Multiplicities of graded families of ideals on Noetherian local rings

TL;DR

This paper generalizes the classical multiplicity of ideals to graded families of ideals in Noetherian local rings, extending key theorems and providing new proofs that do not rely on volume or Okounkov body theory.

Contribution

It introduces a new notion of multiplicity for graded families of ideals, extending classical results and simplifying proofs without volume or Okounkov body methods.

Findings

Generalized multiplicity for graded families of ideals.

Extended classical theorems like Rees and Minkowski inequalities.

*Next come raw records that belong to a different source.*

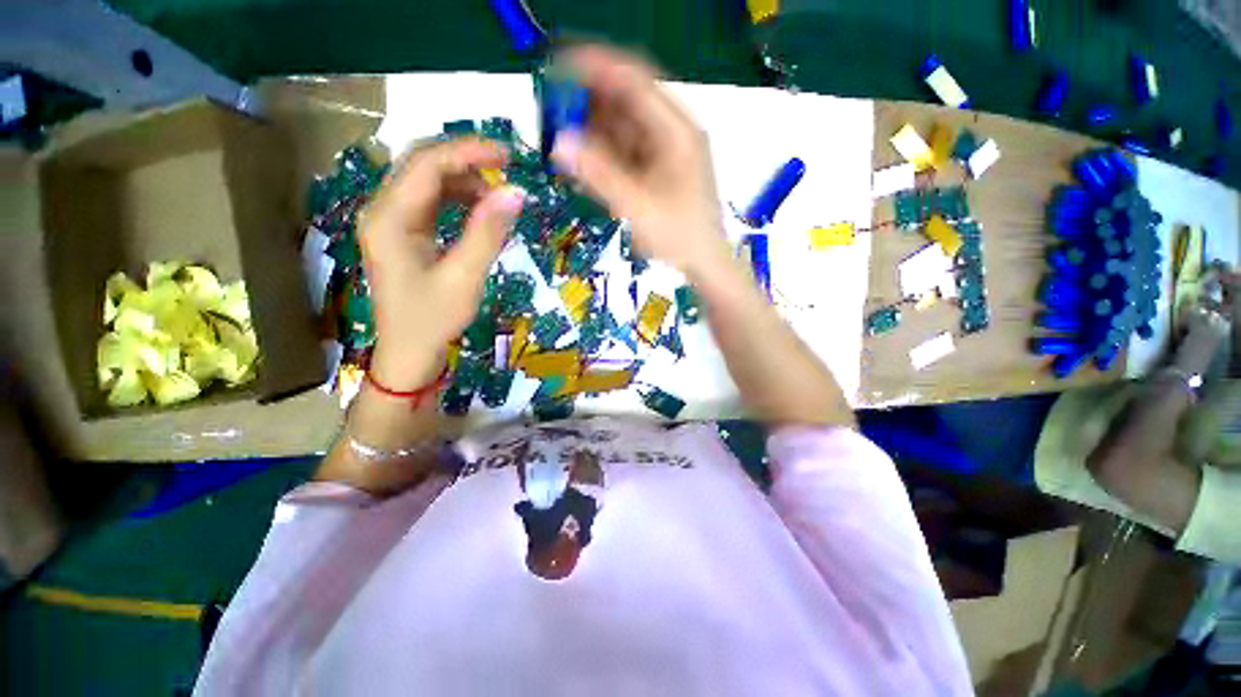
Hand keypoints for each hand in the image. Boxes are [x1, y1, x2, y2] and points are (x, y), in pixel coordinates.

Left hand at [359, 138, 524, 389]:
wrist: (409, 351)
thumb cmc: (433, 319)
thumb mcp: (464, 277)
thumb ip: (488, 233)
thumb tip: (515, 193)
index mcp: (389, 218)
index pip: (426, 164)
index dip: (467, 151)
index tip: (507, 155)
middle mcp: (383, 210)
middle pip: (422, 164)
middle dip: (465, 160)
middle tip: (506, 168)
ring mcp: (390, 221)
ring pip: (427, 181)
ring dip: (463, 180)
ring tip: (497, 197)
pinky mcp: (403, 233)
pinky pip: (431, 202)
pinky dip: (458, 199)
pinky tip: (480, 211)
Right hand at [550, 44, 730, 279]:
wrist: (705, 266)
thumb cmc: (678, 237)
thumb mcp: (637, 206)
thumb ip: (598, 174)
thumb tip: (559, 143)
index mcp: (676, 131)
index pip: (634, 81)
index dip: (595, 68)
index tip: (558, 68)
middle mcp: (673, 134)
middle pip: (628, 103)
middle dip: (589, 105)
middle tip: (553, 113)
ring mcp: (667, 153)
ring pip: (625, 130)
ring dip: (594, 133)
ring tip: (562, 139)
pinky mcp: (660, 172)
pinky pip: (628, 153)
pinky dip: (605, 155)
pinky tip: (585, 163)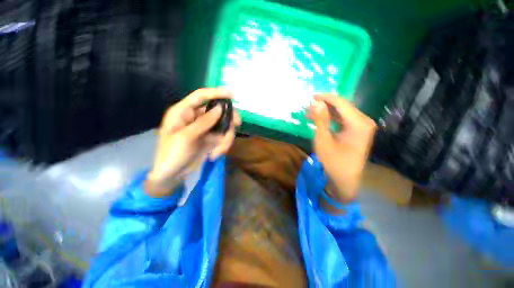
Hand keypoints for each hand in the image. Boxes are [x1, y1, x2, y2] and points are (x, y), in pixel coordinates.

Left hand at [145, 88, 240, 196]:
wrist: (172, 175)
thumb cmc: (171, 154)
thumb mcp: (186, 137)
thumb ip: (204, 122)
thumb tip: (220, 108)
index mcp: (183, 112)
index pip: (201, 96)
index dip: (217, 93)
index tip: (232, 95)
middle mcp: (196, 117)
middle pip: (217, 111)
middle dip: (228, 119)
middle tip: (237, 124)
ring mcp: (205, 128)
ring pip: (223, 126)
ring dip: (226, 138)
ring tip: (219, 151)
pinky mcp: (211, 138)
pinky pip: (223, 137)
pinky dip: (223, 146)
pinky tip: (215, 155)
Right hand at [309, 94, 376, 203]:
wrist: (345, 178)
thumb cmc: (333, 161)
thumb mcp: (323, 139)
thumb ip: (320, 119)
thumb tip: (315, 102)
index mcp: (358, 123)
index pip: (341, 102)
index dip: (325, 97)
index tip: (311, 97)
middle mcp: (364, 121)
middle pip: (343, 106)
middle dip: (325, 105)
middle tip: (309, 107)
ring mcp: (363, 126)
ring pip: (343, 112)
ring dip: (327, 111)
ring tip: (312, 114)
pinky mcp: (359, 130)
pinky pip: (345, 119)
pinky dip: (332, 118)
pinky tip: (322, 120)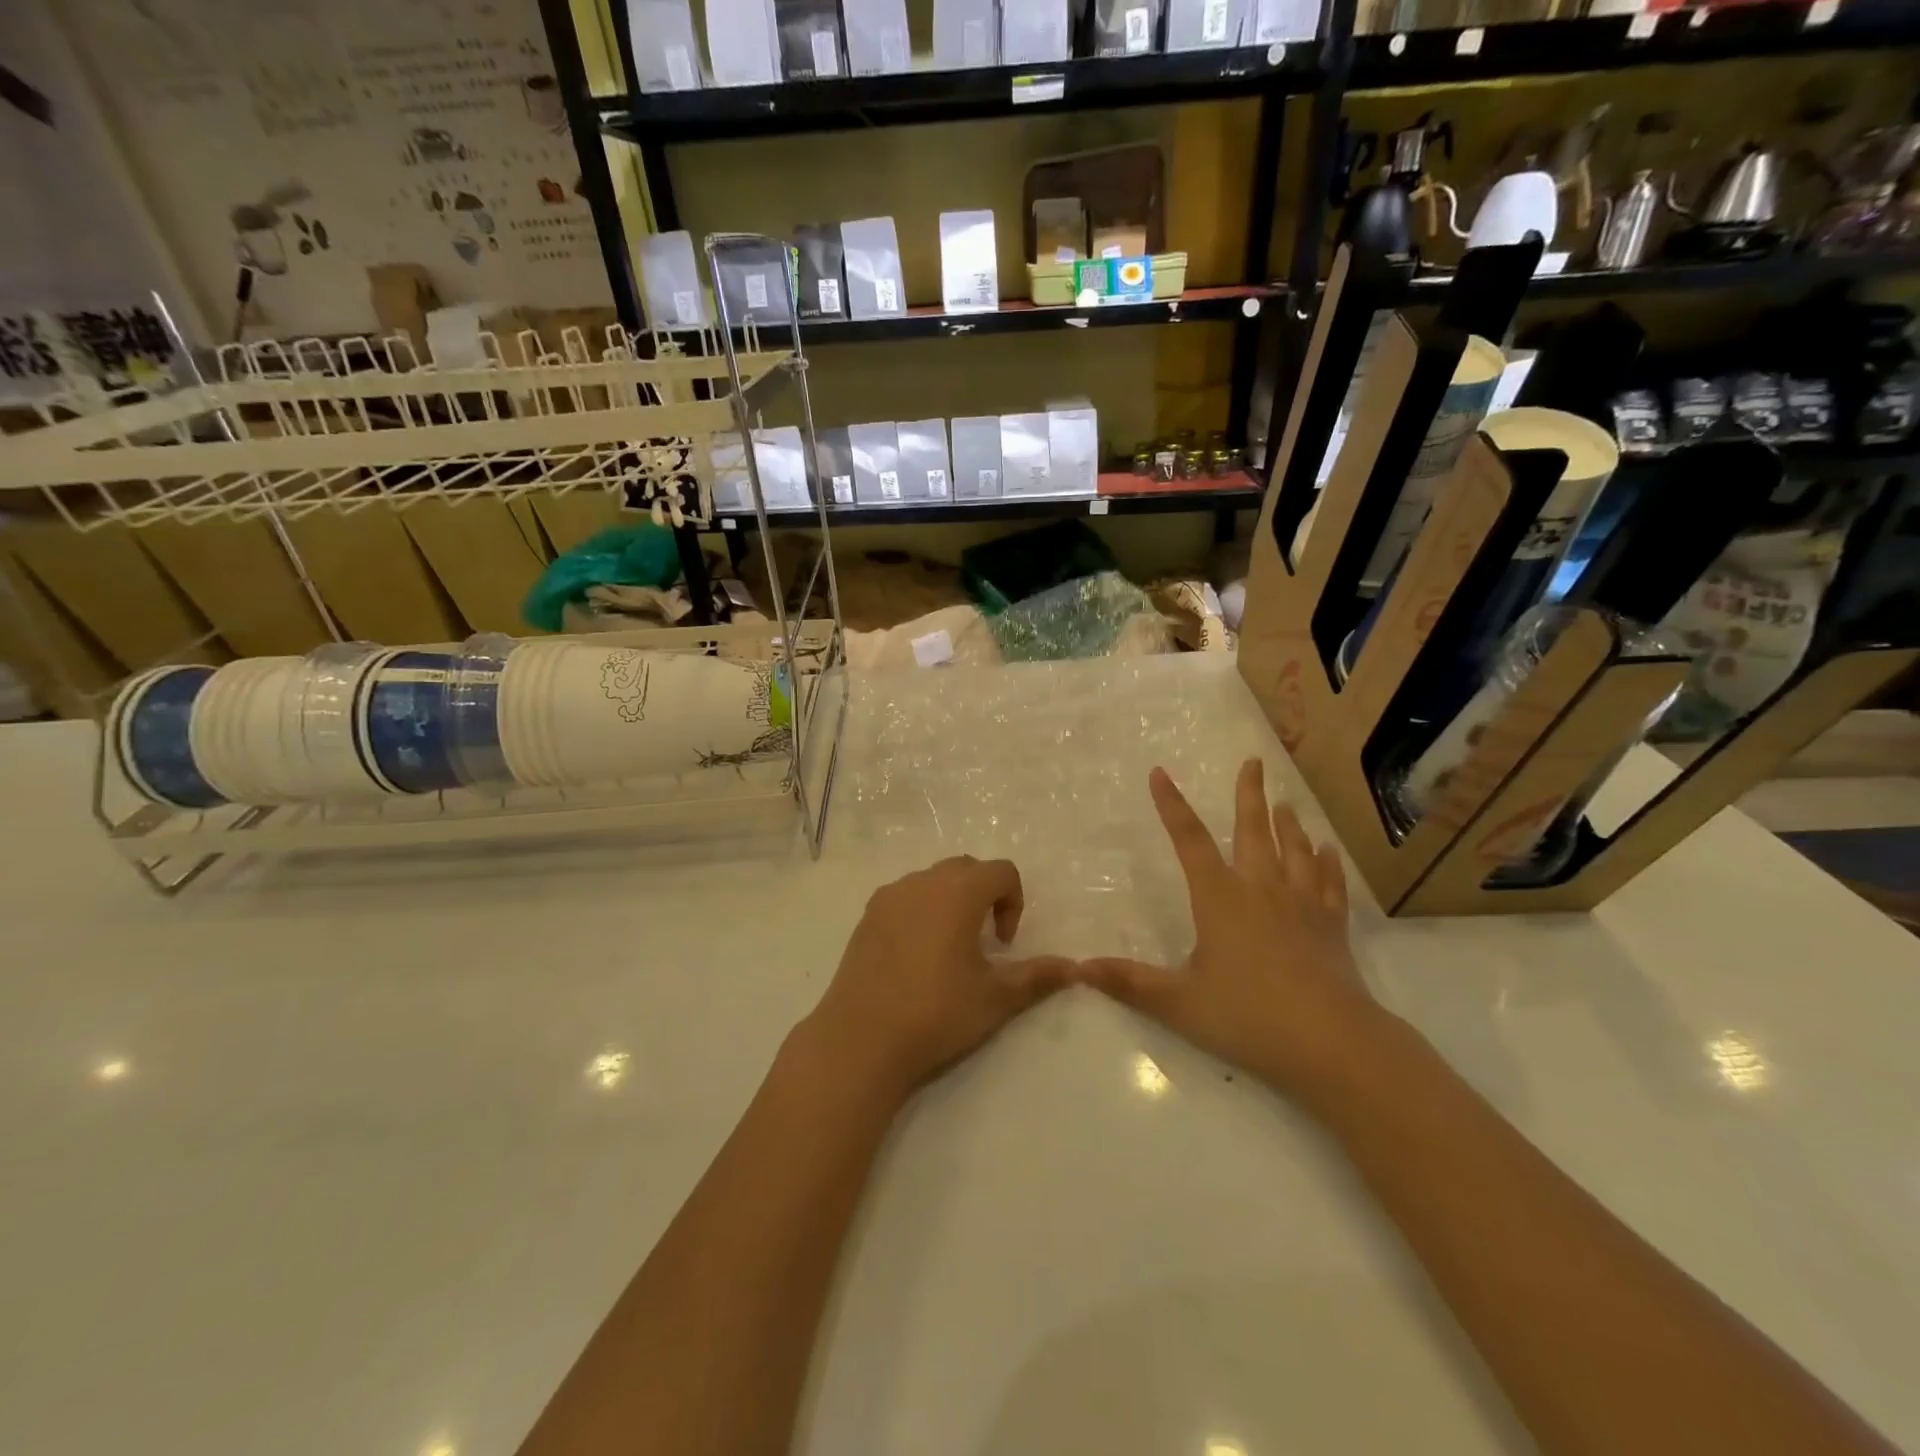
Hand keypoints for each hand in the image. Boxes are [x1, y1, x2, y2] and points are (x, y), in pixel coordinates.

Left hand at [804, 856, 1070, 1103]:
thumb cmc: (937, 1012)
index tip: (1005, 944)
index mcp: (957, 892)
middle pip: (966, 868)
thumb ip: (1037, 976)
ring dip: (951, 900)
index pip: (1001, 871)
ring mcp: (889, 896)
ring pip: (932, 879)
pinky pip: (904, 896)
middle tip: (985, 940)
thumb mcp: (995, 998)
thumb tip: (1074, 968)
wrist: (862, 1039)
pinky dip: (921, 910)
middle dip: (985, 894)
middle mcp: (922, 882)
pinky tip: (916, 955)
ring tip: (951, 947)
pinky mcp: (866, 916)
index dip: (1014, 901)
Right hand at [1080, 759, 1390, 1107]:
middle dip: (1249, 794)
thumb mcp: (1178, 1002)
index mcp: (1220, 898)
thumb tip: (1077, 968)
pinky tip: (1327, 851)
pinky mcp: (1331, 927)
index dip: (1171, 806)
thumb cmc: (1248, 1017)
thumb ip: (1128, 982)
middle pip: (1253, 831)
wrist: (1332, 1043)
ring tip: (1285, 803)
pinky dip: (1327, 864)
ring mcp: (1302, 905)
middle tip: (1253, 761)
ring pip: (1294, 851)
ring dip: (1288, 823)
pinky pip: (1329, 884)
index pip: (1189, 841)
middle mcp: (1261, 890)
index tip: (1159, 773)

Provided new proofs independent of volume and Okounkov bodies.

Abstract

Let $R$ be a $d$-dimensional Noetherian local ring with maximal ideal $m_R$. In this article, we give a generalization of the multiplicity $e(I)$ of an $m_R$-primary ideal $I$ of $R$ to a multiplicity $e(\mathcal I)$ of a graded family of $m_R$-primary ideals $\mathcal I$ in $R$. This multiplicity gives the classical multiplicity $e(I)$ if $\mathcal I=\{I^n\}$ is the $I$-adic filtration, and agrees with the volume, $\displaystyle \lim_{n\rightarrow \infty}d!\frac{\ell(R/I_n) }{n^d}$ for $R$ such that the volume always exists as a limit. We will show in this paper that many of the classical theorems for the multiplicity of an ideal generalize to this multiplicity, including mixed multiplicities, the Rees theorem and the Minkowski inequality and equality. We give simple proofs which are independent of the theory of volumes and Okounkov bodies for all of our results, with the one exception being the proof of the Minkowski equality. We do this by interpreting the multiplicity of graded families of $m_R$-primary ideals as a limit of intersection products on the family of $R$-schemes which are obtained by blowing up $m_R$-primary ideals in $R$.